Tanzania Assistant Medical Officers and Clinical Officers


  • Duncan Ndimbo


Tanzania, Medical Officers, Clinical Officers


In 1961 the implementation and construction of a training center in Tanzania, named the Rural Aid Centre was created with assistance from President Mwalimu Nyerere and Geigy Pharmaceutical Company and The Basel Foundation for the Advancement of Developing Countries.  The goal of this center was to support a training program in Ifakara, Tanzania, which offered a three-month basic first aid training to prepare locals to work in village dispensaries.


In 1973, with the success of the Rural Aid Centre, the Ministry of Health and the faculty at Dar es Salaam asked The Basel Foundation to help upgrade the center to a Medical Assistant Training Centre (MATC). The Foundation agreed to support the MATC for five years, including financing new infrastructure (e.g., new lecture halls and dormitories), and then transition it to local ownership. COs were amongst the first  cadre trained. 


In 1978, the Tanzanian government took responsibility for the MATC. Heavy seasonal rains and inadequate maintenance left the MATC in disrepair. The head of another local health institution recounted, “The MATC was really starting to go down, not enough funding, poor management, no innovation and leadership is lacking.” In 1994, the MATC upgraded to again to become a Clinical Officer Training Center (COTC).  Clinical Officers then had the ability to train as a CO or extended training to become an Assistant Medical Officer.  The Clinical Officer and Assistant Medical Officer profession has had a few name changes and undergone many trials and tribulations but has come out as one of the main health cadres providing care to the country.

Author Biography

Duncan Ndimbo

Duncan Ndimbo is a Principal Clinical Officer in Tanzania East Africa. He started as a Clinical Assistant in 1995 and is now a Principal Clinical Officer. He is the owner and director of Mtwivila Dispensary and CEO of a Green Future Dream Initiative Non-Governmental Organization registered in Tanzania Mainland.

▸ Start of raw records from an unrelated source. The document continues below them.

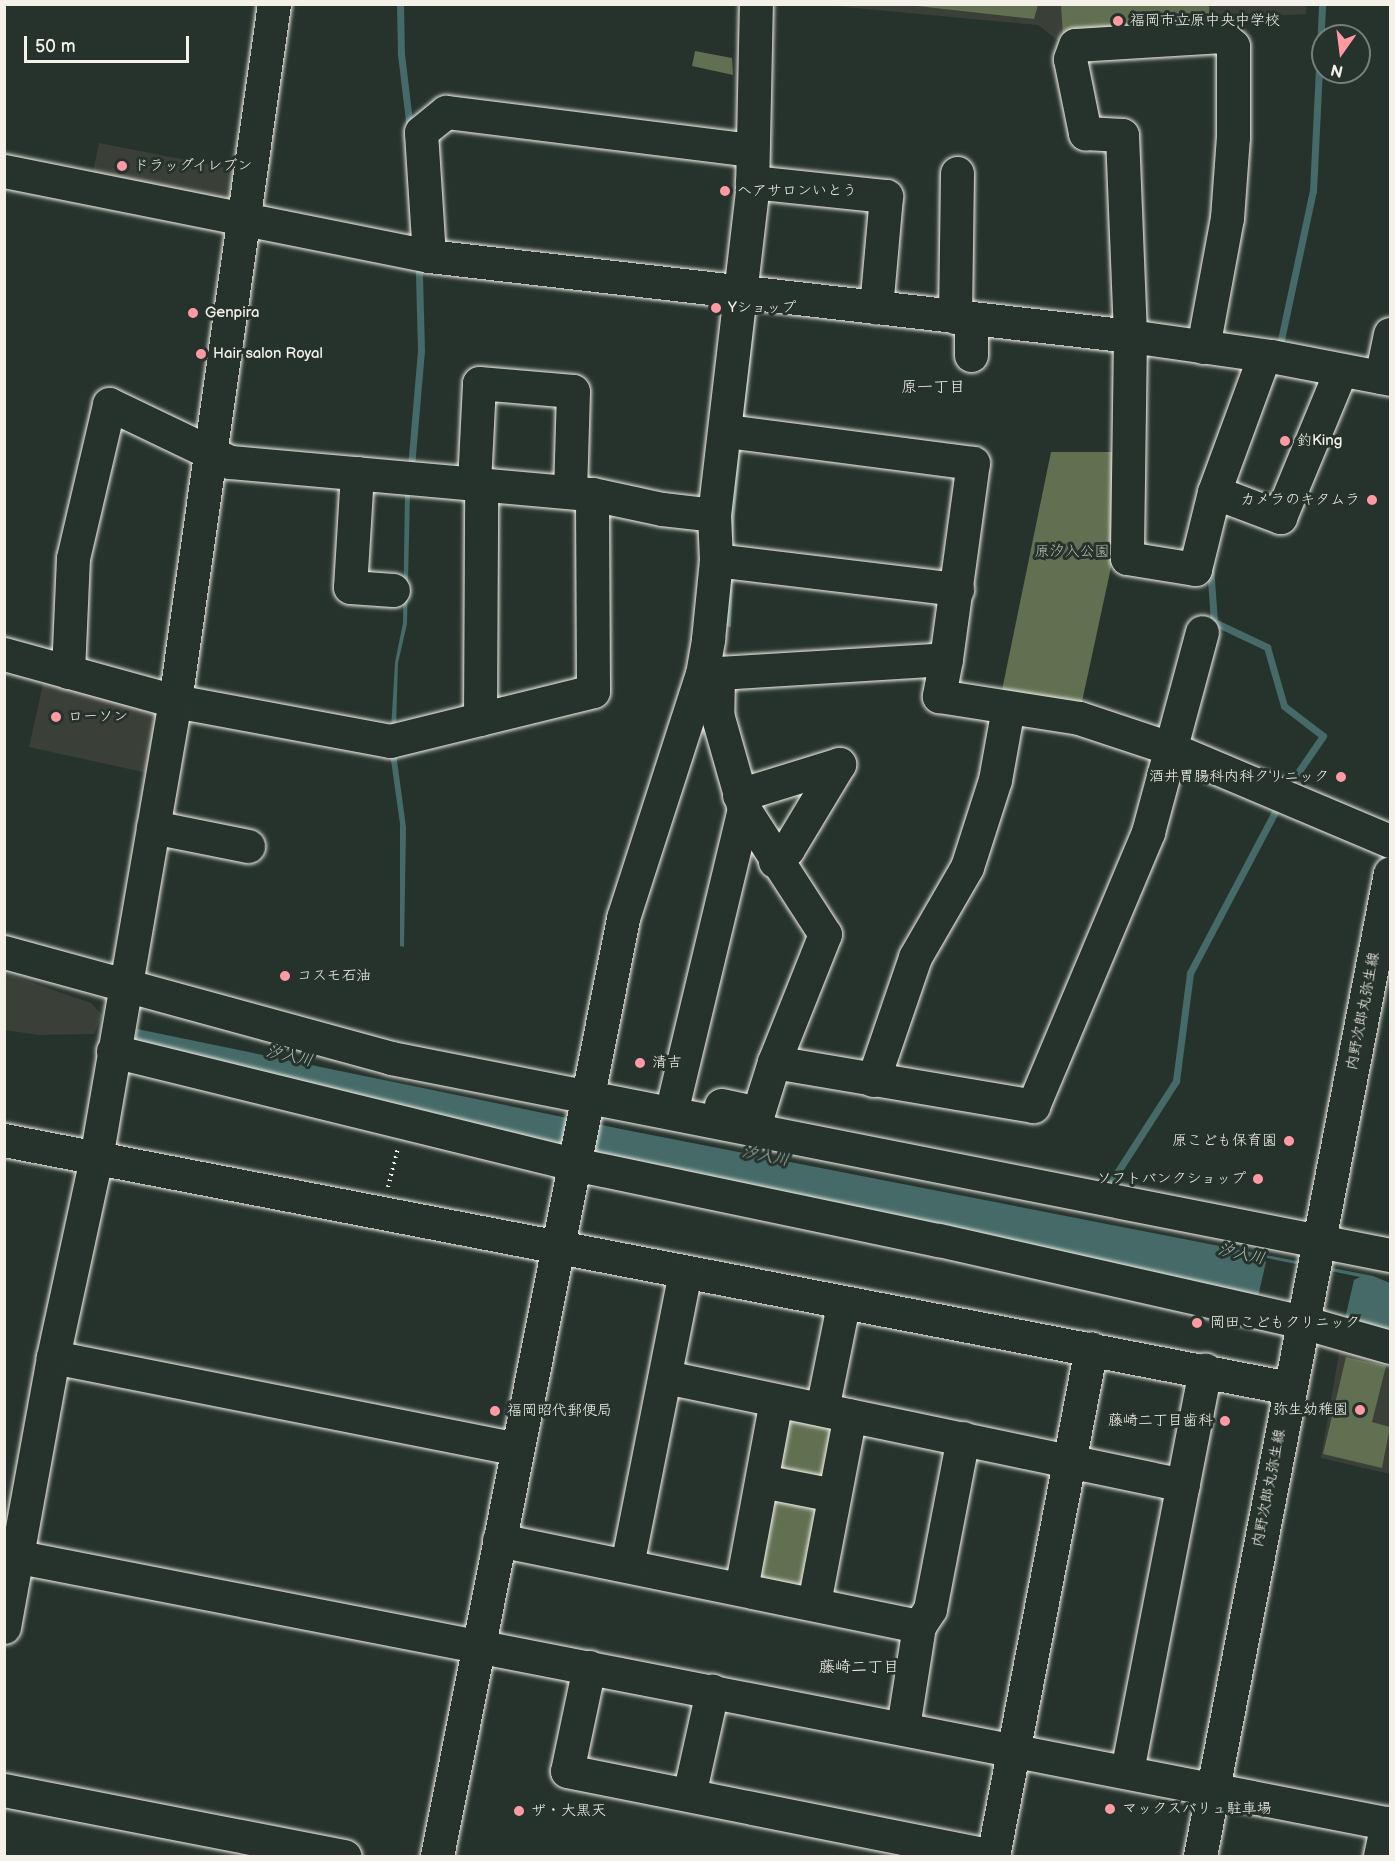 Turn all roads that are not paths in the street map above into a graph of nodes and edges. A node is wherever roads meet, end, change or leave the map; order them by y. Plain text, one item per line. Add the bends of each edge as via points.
1 (274, 4) edge
2 (756, 4) edge
3 (752, 150) junction
4 (957, 173) dead end
5 (5, 176) edge
6 (752, 182) junction
7 (242, 221) junction
8 (429, 256) junction
9 (741, 294) junction
10 (876, 308) junction
11 (963, 317) junction
12 (1390, 334) edge
13 (1130, 336) junction
14 (1203, 347) junction
15 (972, 355) dead end
16 (1274, 357) junction
17 (1341, 370) junction
18 (1386, 378) edge
19 (725, 431) junction
20 (212, 454) junction
21 (357, 473) junction
22 (474, 483) junction
23 (581, 492) junction
24 (1222, 495) junction
25 (714, 515) junction
26 (716, 560) junction
27 (957, 589) junction
28 (393, 590) dead end
29 (1202, 632) dead end
30 (4, 654) edge
31 (946, 659) junction
32 (68, 672) junction
33 (710, 674) junction
34 (175, 701) junction
35 (1008, 708) junction
36 (480, 718) junction
37 (1172, 749) junction
38 (742, 802) junction
39 (153, 827) junction
40 (1390, 841) edge
41 (248, 846) dead end
42 (775, 861) junction
43 (1390, 873) edge
44 (4, 952) edge
45 (1382, 964) edge
46 (126, 987) junction
47 (113, 1052) junction
48 (774, 1062) junction
49 (873, 1080) junction
50 (675, 1096) junction
51 (589, 1101) junction
52 (4, 1140) edge
53 (96, 1158) junction
54 (574, 1164) junction
55 (1318, 1240) junction
56 (557, 1248) junction
57 (1390, 1256) edge
58 (685, 1273) junction
59 (843, 1305) junction
60 (1302, 1322) junction
61 (1390, 1347) edge
62 (1091, 1348) junction
63 (53, 1357) junction
64 (1205, 1370) junction
65 (666, 1377) junction
66 (1289, 1388) junction
67 (776, 1401) junction
68 (836, 1412) junction
69 (963, 1438) junction
70 (516, 1449) junction
71 (1071, 1460) junction
72 (762, 1481) junction
73 (1183, 1485) junction
74 (834, 1495) junction
75 (499, 1540) junction
76 (11, 1556) edge
77 (627, 1565) junction
78 (741, 1589) junction
79 (814, 1603) junction
80 (919, 1626) junction
81 (4, 1627) edge
82 (478, 1646) junction
83 (589, 1667) junction
84 (712, 1690) junction
85 (903, 1727) junction
86 (1014, 1748) junction
87 (1127, 1771) junction
88 (1213, 1787) junction
89 (4, 1790) edge
90 (689, 1795) junction
91 (1389, 1824) edge
92 (993, 1856) edge
93 (345, 1857) edge
94 (437, 1857) edge
95 (1200, 1857) edge
96 (1380, 1857) edge

1 - 7 street
2 - 3 street
3 - 6 street
3 - 8 street via 446,112 421,132
4 - 11 street
5 - 7 street
6 - 9 street
6 - 10 street via 886,196
7 - 8 street
7 - 20 street
8 - 9 street
9 - 10 street
9 - 19 street
10 - 11 street
11 - 13 street
11 - 15 street
12 - 18 street
13 - 14 street
13 - 14 street via 1122,135 1085,133 1070,59 1075,45 1222,36 1233,46 1233,137 1227,218
13 - 24 street via 1127,558 1195,569
14 - 16 street
16 - 17 street
16 - 24 street
17 - 18 street
17 - 24 street via 1281,517
19 - 25 street
19 - 27 street via 973,464
20 - 21 street via 230,462
20 - 32 street via 109,404 73,558
20 - 34 street
21 - 22 street
21 - 28 street via 350,587
22 - 23 street
22 - 23 street via 479,383 573,391
22 - 36 street via 481,493
23 - 25 street
23 - 36 street via 593,691
25 - 26 street
26 - 27 street
26 - 33 street
27 - 31 street
29 - 37 street
30 - 32 street
31 - 33 street
31 - 35 street via 939,696
32 - 34 street
33 - 38 street
33 - 51 street via 633,879
34 - 36 street via 390,741
34 - 39 street
35 - 37 street via 1079,718
35 - 49 street via 995,780 968,867 915,957
37 - 40 street
37 - 49 street via 1148,832 1033,1106
38 - 42 street
38 - 42 street via 839,764 788,849
38 - 50 street
39 - 41 street
39 - 46 street
42 - 48 street via 815,914 825,934
43 - 45 street, 内野次郎丸弥生線
44 - 46 street
45 - 55 street, 内野次郎丸弥生線
46 - 47 street
46 - 51 street via 391,1058
47 - 53 street
47 - 54 street
48 - 49 street
48 - 50 street via 758,1113
50 - 51 street
51 - 54 street
51 - 55 street
52 - 53 street
53 - 56 street
53 - 63 street
54 - 56 street
54 - 60 street
55 - 57 street
55 - 60 street, 内野次郎丸弥生線
56 - 58 street
56 - 70 street
58 - 59 street
58 - 65 street
59 - 62 street
59 - 68 street
60 - 61 street
60 - 66 street, 内野次郎丸弥生線
62 - 64 street
62 - 71 street
63 - 70 street
63 - 76 street
64 - 66 street
64 - 73 street
65 - 67 street
65 - 77 street
66 - 88 street, 内野次郎丸弥生線
67 - 68 street
67 - 72 street
68 - 69 street
68 - 74 street
69 - 71 street
69 - 80 street via 930,1609
70 - 75 street
71 - 73 street
71 - 86 street
72 - 74 street
72 - 78 street
73 - 87 street
74 - 79 street
75 - 77 street
75 - 82 street
76 - 81 street
76 - 82 street
77 - 78 street
78 - 79 street
79 - 80 street
80 - 85 street
82 - 83 street
82 - 94 street
83 - 84 street
83 - 90 street via 567,1771
84 - 85 street
84 - 90 street
85 - 86 street
86 - 87 street
86 - 92 street
87 - 88 street
88 - 91 street
88 - 95 street, 内野次郎丸弥生線
89 - 93 street
90 - 92 street
91 - 96 street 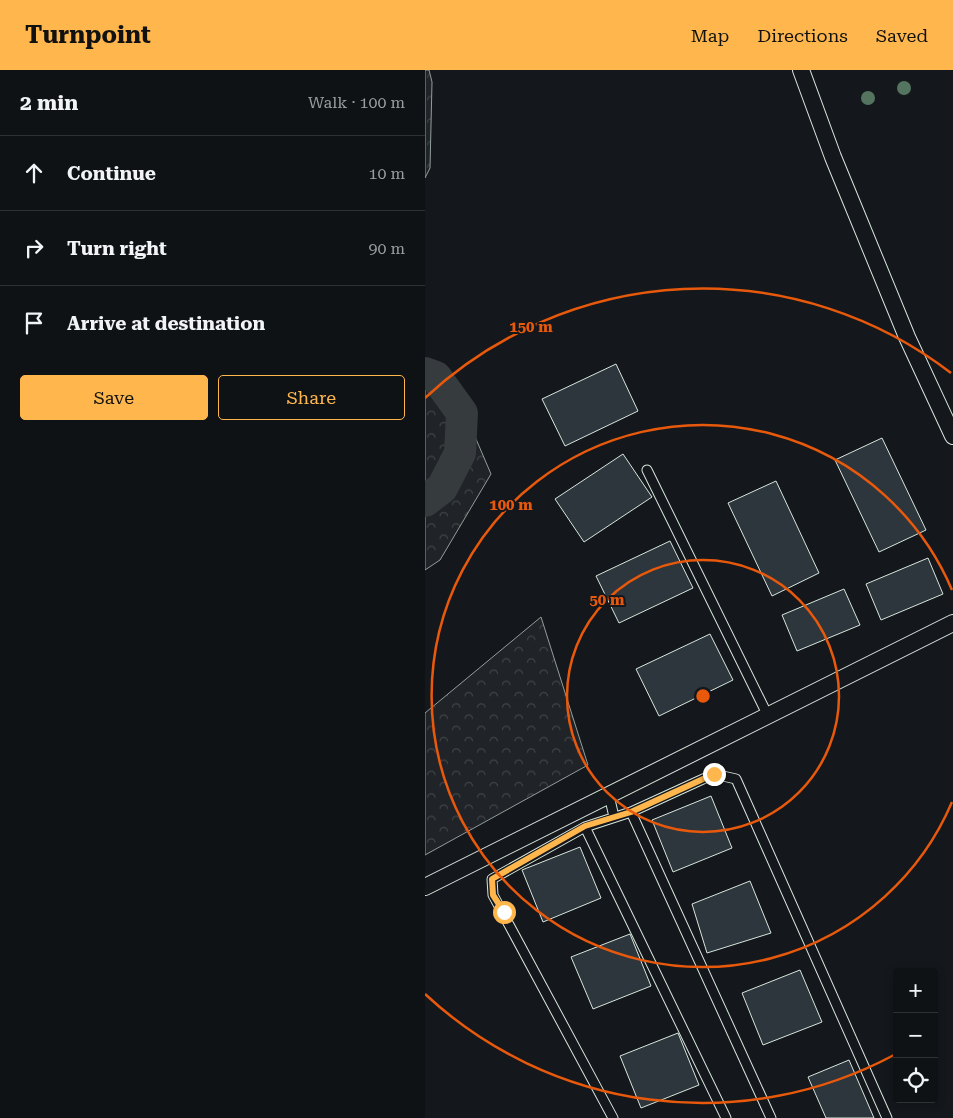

He is a Voluntary Medical Male Circumcision provider and National Trainer of Trainers on VMMC. Additionally, he serves as the Chairman of Board of Neema Rehabilitation Polyclinic owned by Anglican Church Iringa, a Health coordinator to the Anglican Church of Tanzania Diocese of Ruvuma, a board Member of Neema Craft Disabled Centre, and is a chairman of See Ability First International Tanzania (SAFi), an organization registered in the United Kingdom. Duncan works all across Tanzania and East Africa.